Exercise: Your reply should consist solely of the number of lines in the data that contain "Ruhnama".

*** Data under study Section Begins ***

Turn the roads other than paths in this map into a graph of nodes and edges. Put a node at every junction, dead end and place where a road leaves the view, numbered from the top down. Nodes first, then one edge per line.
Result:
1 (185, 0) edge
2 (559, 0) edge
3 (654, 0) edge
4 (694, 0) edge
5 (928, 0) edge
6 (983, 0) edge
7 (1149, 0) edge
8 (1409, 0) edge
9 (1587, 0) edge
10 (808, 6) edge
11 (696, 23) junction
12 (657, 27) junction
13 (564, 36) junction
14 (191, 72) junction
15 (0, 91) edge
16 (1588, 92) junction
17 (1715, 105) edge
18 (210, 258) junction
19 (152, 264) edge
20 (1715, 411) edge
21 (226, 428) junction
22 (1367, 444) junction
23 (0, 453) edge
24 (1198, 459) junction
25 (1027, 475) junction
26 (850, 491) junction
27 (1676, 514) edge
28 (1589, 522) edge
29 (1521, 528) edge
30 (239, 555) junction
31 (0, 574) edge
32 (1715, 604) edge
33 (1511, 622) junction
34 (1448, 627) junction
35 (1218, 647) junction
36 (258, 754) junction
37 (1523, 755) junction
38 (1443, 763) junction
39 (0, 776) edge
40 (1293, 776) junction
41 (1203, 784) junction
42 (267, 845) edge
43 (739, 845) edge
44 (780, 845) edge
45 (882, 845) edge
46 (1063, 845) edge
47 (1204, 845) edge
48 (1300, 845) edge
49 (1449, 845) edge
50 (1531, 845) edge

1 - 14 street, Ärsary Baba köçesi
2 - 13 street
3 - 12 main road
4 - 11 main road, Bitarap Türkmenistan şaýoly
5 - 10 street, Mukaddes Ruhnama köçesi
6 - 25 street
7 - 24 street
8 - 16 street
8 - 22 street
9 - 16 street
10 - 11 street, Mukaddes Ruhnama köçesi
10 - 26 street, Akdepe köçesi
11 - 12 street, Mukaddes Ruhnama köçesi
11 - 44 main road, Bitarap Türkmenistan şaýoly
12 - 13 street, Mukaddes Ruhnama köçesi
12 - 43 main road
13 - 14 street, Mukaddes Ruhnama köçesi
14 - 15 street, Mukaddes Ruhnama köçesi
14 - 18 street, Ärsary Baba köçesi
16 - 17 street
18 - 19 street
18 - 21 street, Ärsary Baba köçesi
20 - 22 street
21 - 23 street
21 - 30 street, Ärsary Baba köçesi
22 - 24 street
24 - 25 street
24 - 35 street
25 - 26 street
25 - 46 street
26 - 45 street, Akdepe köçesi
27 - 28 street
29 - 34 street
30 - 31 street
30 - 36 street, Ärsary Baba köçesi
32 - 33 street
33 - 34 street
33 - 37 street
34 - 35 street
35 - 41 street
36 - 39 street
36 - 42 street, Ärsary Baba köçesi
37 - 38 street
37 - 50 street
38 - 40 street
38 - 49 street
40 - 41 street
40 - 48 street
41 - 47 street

*** Data under study Section Ends ***

Answer: 6